▸ **INSTRUCTIONS TO FOLLOW**
A verbatim restatement of the data, free of pictures, is what you should output.

▸ **DATASET RECORDS**
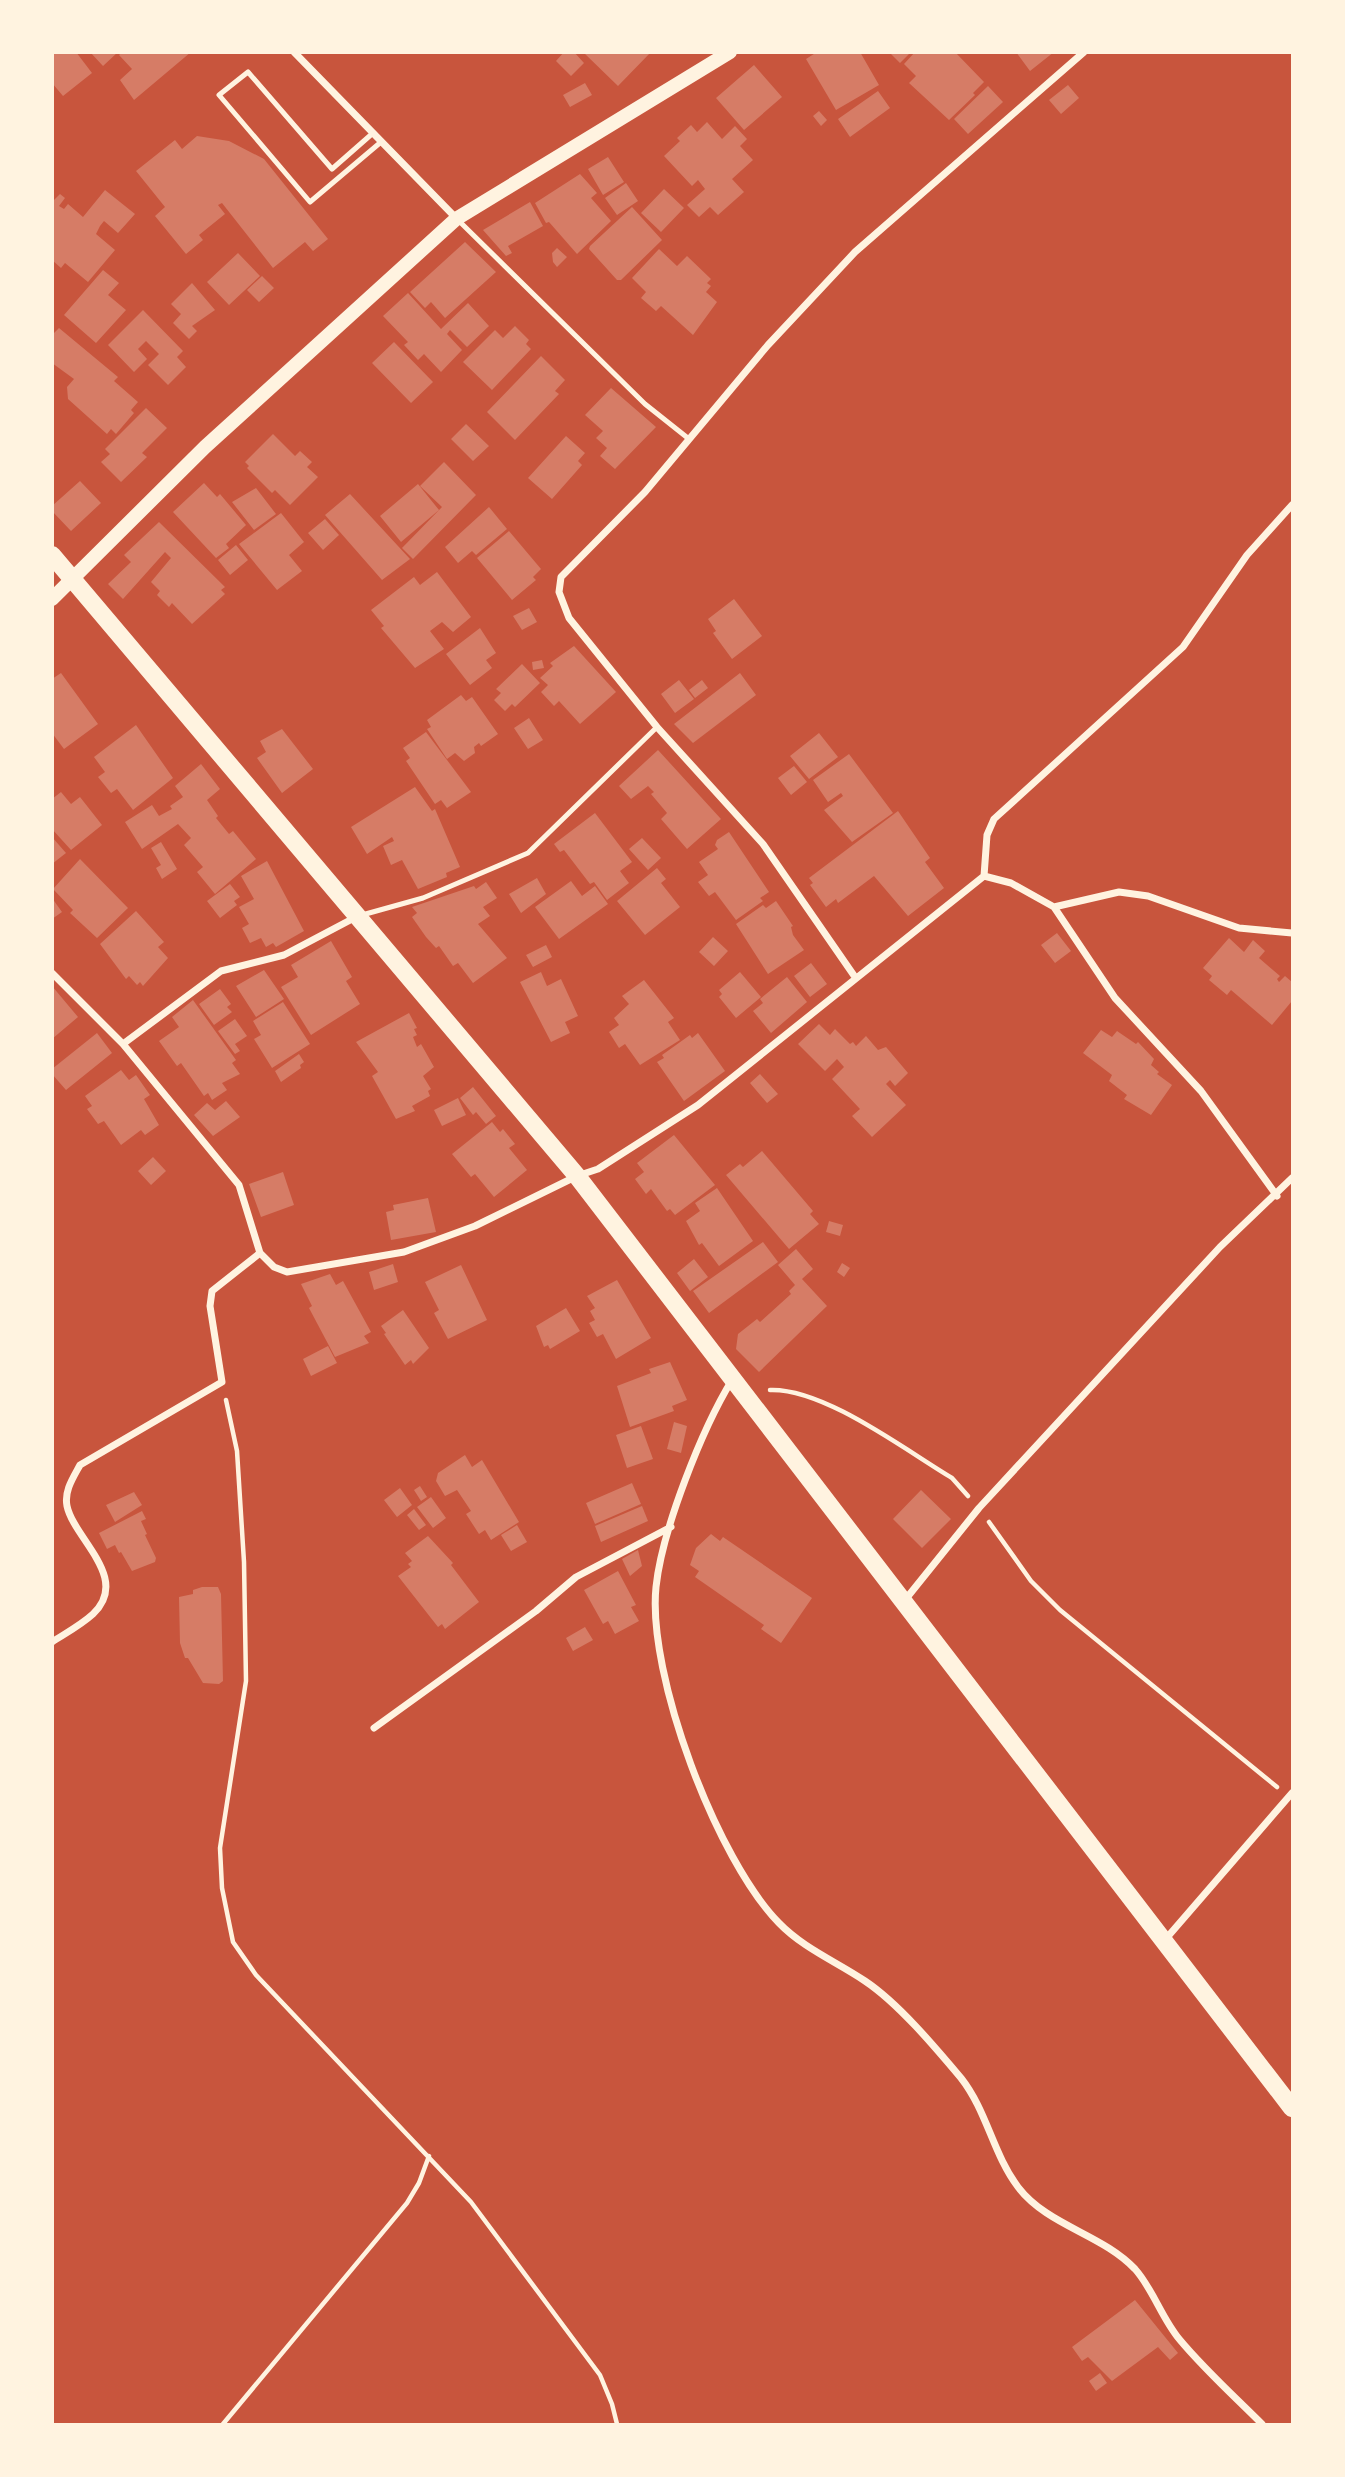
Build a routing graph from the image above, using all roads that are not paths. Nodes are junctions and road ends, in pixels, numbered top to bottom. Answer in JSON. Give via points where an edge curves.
{"nodes":[{"id":1,"x":293,"y":52,"type":"edge"},
{"id":2,"x":730,"y":52,"type":"edge"},
{"id":3,"x":1084,"y":52,"type":"edge"},
{"id":4,"x":373,"y":134,"type":"junction"},
{"id":5,"x":381,"y":142,"type":"junction"},
{"id":6,"x":456,"y":219,"type":"junction"},
{"id":7,"x":688,"y":439,"type":"junction"},
{"id":8,"x":1293,"y":505,"type":"edge"},
{"id":9,"x":52,"y":555,"type":"edge"},
{"id":10,"x":74,"y":580,"type":"junction"},
{"id":11,"x":52,"y":599,"type":"edge"},
{"id":12,"x":657,"y":727,"type":"junction"},
{"id":13,"x":984,"y":876,"type":"junction"},
{"id":14,"x":1054,"y":907,"type":"junction"},
{"id":15,"x":358,"y":916,"type":"junction"},
{"id":16,"x":1293,"y":933,"type":"edge"},
{"id":17,"x":52,"y":973,"type":"edge"},
{"id":18,"x":855,"y":977,"type":"junction"},
{"id":19,"x":123,"y":1044,"type":"junction"},
{"id":20,"x":578,"y":1176,"type":"junction"},
{"id":21,"x":1293,"y":1178,"type":"edge"},
{"id":22,"x":1276,"y":1196,"type":"junction"},
{"id":23,"x":260,"y":1254,"type":"junction"},
{"id":24,"x":737,"y":1385,"type":"junction"},
{"id":25,"x":671,"y":1527,"type":"junction"},
{"id":26,"x":904,"y":1602,"type":"junction"},
{"id":27,"x":52,"y":1642,"type":"edge"},
{"id":28,"x":374,"y":1728,"type":"dead end"},
{"id":29,"x":1291,"y":1795,"type":"edge"},
{"id":30,"x":1164,"y":1942,"type":"junction"},
{"id":31,"x":1293,"y":2108,"type":"edge"},
{"id":32,"x":1262,"y":2424,"type":"edge"}],
"edges":[{"from":1,"to":4,"type":"street"},
{"from":2,"to":6,"type":"main road"},
{"from":3,"to":7,"type":"street","via":[[855,252]]},
{"from":4,"to":5,"type":"street"},
{"from":4,"to":5,"type":"lane","via":[[332,169],[248,72],[219,95],[310,202]]},
{"from":5,"to":6,"type":"street"},
{"from":6,"to":7,"type":"lane","via":[[645,404]]},
{"from":6,"to":10,"type":"main road","via":[[205,447]]},
{"from":7,"to":12,"type":"street","via":[[645,492],[561,578],[559,592],[569,618]]},
{"from":8,"to":13,"type":"street","via":[[1247,555],[1183,646],[994,819],[987,835]]},
{"from":9,"to":10,"type":"main road"},
{"from":10,"to":11,"type":"main road"},
{"from":10,"to":15,"type":"main road"},
{"from":12,"to":15,"type":"lane","via":[[528,853],[424,898]]},
{"from":12,"to":18,"type":"street","via":[[763,844]]},
{"from":13,"to":14,"type":"street","via":[[1011,883]]},
{"from":13,"to":18,"type":"street"},
{"from":14,"to":16,"type":"street","via":[[1119,891],[1148,896],[1239,929]]},
{"from":14,"to":22,"type":"street","via":[[1115,998],[1201,1091]]},
{"from":15,"to":19,"type":"street","via":[[284,955],[221,971]]},
{"from":15,"to":20,"type":"main road"},
{"from":17,"to":19,"type":"street"},
{"from":18,"to":20,"type":"street","via":[[698,1105],[598,1169]]},
{"from":19,"to":23,"type":"street","via":[[239,1185]]},
{"from":20,"to":23,"type":"street","via":[[475,1226],[404,1252],[287,1272]]},
{"from":20,"to":24,"type":"main road"},
{"from":21,"to":22,"type":"street"},
{"from":22,"to":26,"type":"street","via":[[1220,1247],[979,1508]]},
{"from":23,"to":27,"type":"street","via":[[212,1291],[210,1306],[222,1382],[80,1465],[68,1485],[67,1507],[105,1572],[104,1593],[95,1612]]},
{"from":24,"to":25,"type":"street","via":[[709,1417]]},
{"from":24,"to":26,"type":"main road"},
{"from":25,"to":28,"type":"street","via":[[576,1577],[537,1611]]},
{"from":25,"to":32,"type":"street","via":[[656,1585],[655,1622],[664,1675],[701,1796],[731,1855],[777,1922],[883,1994],[962,2080],[1019,2189],[1044,2212],[1137,2272],[1179,2340]]},
{"from":26,"to":30,"type":"main road"},
{"from":29,"to":30,"type":"street"},
{"from":30,"to":31,"type":"main road"}]}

▸ **SOLUTION FOR THIS EXERCISE**
Build a routing graph from the image above, using all roads that are not paths. Nodes are junctions and road ends, in pixels, numbered top to bottom. Answer in JSON. Give via points where an edge curves.
{"nodes":[{"id":1,"x":293,"y":52,"type":"edge"},
{"id":2,"x":730,"y":52,"type":"edge"},
{"id":3,"x":1084,"y":52,"type":"edge"},
{"id":4,"x":373,"y":134,"type":"junction"},
{"id":5,"x":381,"y":142,"type":"junction"},
{"id":6,"x":456,"y":219,"type":"junction"},
{"id":7,"x":688,"y":439,"type":"junction"},
{"id":8,"x":1293,"y":505,"type":"edge"},
{"id":9,"x":52,"y":555,"type":"edge"},
{"id":10,"x":74,"y":580,"type":"junction"},
{"id":11,"x":52,"y":599,"type":"edge"},
{"id":12,"x":657,"y":727,"type":"junction"},
{"id":13,"x":984,"y":876,"type":"junction"},
{"id":14,"x":1054,"y":907,"type":"junction"},
{"id":15,"x":358,"y":916,"type":"junction"},
{"id":16,"x":1293,"y":933,"type":"edge"},
{"id":17,"x":52,"y":973,"type":"edge"},
{"id":18,"x":855,"y":977,"type":"junction"},
{"id":19,"x":123,"y":1044,"type":"junction"},
{"id":20,"x":578,"y":1176,"type":"junction"},
{"id":21,"x":1293,"y":1178,"type":"edge"},
{"id":22,"x":1276,"y":1196,"type":"junction"},
{"id":23,"x":260,"y":1254,"type":"junction"},
{"id":24,"x":737,"y":1385,"type":"junction"},
{"id":25,"x":671,"y":1527,"type":"junction"},
{"id":26,"x":904,"y":1602,"type":"junction"},
{"id":27,"x":52,"y":1642,"type":"edge"},
{"id":28,"x":374,"y":1728,"type":"dead end"},
{"id":29,"x":1291,"y":1795,"type":"edge"},
{"id":30,"x":1164,"y":1942,"type":"junction"},
{"id":31,"x":1293,"y":2108,"type":"edge"},
{"id":32,"x":1262,"y":2424,"type":"edge"}],
"edges":[{"from":1,"to":4,"type":"street"},
{"from":2,"to":6,"type":"main road"},
{"from":3,"to":7,"type":"street","via":[[855,252]]},
{"from":4,"to":5,"type":"street"},
{"from":4,"to":5,"type":"lane","via":[[332,169],[248,72],[219,95],[310,202]]},
{"from":5,"to":6,"type":"street"},
{"from":6,"to":7,"type":"lane","via":[[645,404]]},
{"from":6,"to":10,"type":"main road","via":[[205,447]]},
{"from":7,"to":12,"type":"street","via":[[645,492],[561,578],[559,592],[569,618]]},
{"from":8,"to":13,"type":"street","via":[[1247,555],[1183,646],[994,819],[987,835]]},
{"from":9,"to":10,"type":"main road"},
{"from":10,"to":11,"type":"main road"},
{"from":10,"to":15,"type":"main road"},
{"from":12,"to":15,"type":"lane","via":[[528,853],[424,898]]},
{"from":12,"to":18,"type":"street","via":[[763,844]]},
{"from":13,"to":14,"type":"street","via":[[1011,883]]},
{"from":13,"to":18,"type":"street"},
{"from":14,"to":16,"type":"street","via":[[1119,891],[1148,896],[1239,929]]},
{"from":14,"to":22,"type":"street","via":[[1115,998],[1201,1091]]},
{"from":15,"to":19,"type":"street","via":[[284,955],[221,971]]},
{"from":15,"to":20,"type":"main road"},
{"from":17,"to":19,"type":"street"},
{"from":18,"to":20,"type":"street","via":[[698,1105],[598,1169]]},
{"from":19,"to":23,"type":"street","via":[[239,1185]]},
{"from":20,"to":23,"type":"street","via":[[475,1226],[404,1252],[287,1272]]},
{"from":20,"to":24,"type":"main road"},
{"from":21,"to":22,"type":"street"},
{"from":22,"to":26,"type":"street","via":[[1220,1247],[979,1508]]},
{"from":23,"to":27,"type":"street","via":[[212,1291],[210,1306],[222,1382],[80,1465],[68,1485],[67,1507],[105,1572],[104,1593],[95,1612]]},
{"from":24,"to":25,"type":"street","via":[[709,1417]]},
{"from":24,"to":26,"type":"main road"},
{"from":25,"to":28,"type":"street","via":[[576,1577],[537,1611]]},
{"from":25,"to":32,"type":"street","via":[[656,1585],[655,1622],[664,1675],[701,1796],[731,1855],[777,1922],[883,1994],[962,2080],[1019,2189],[1044,2212],[1137,2272],[1179,2340]]},
{"from":26,"to":30,"type":"main road"},
{"from":29,"to":30,"type":"street"},
{"from":30,"to":31,"type":"main road"}]}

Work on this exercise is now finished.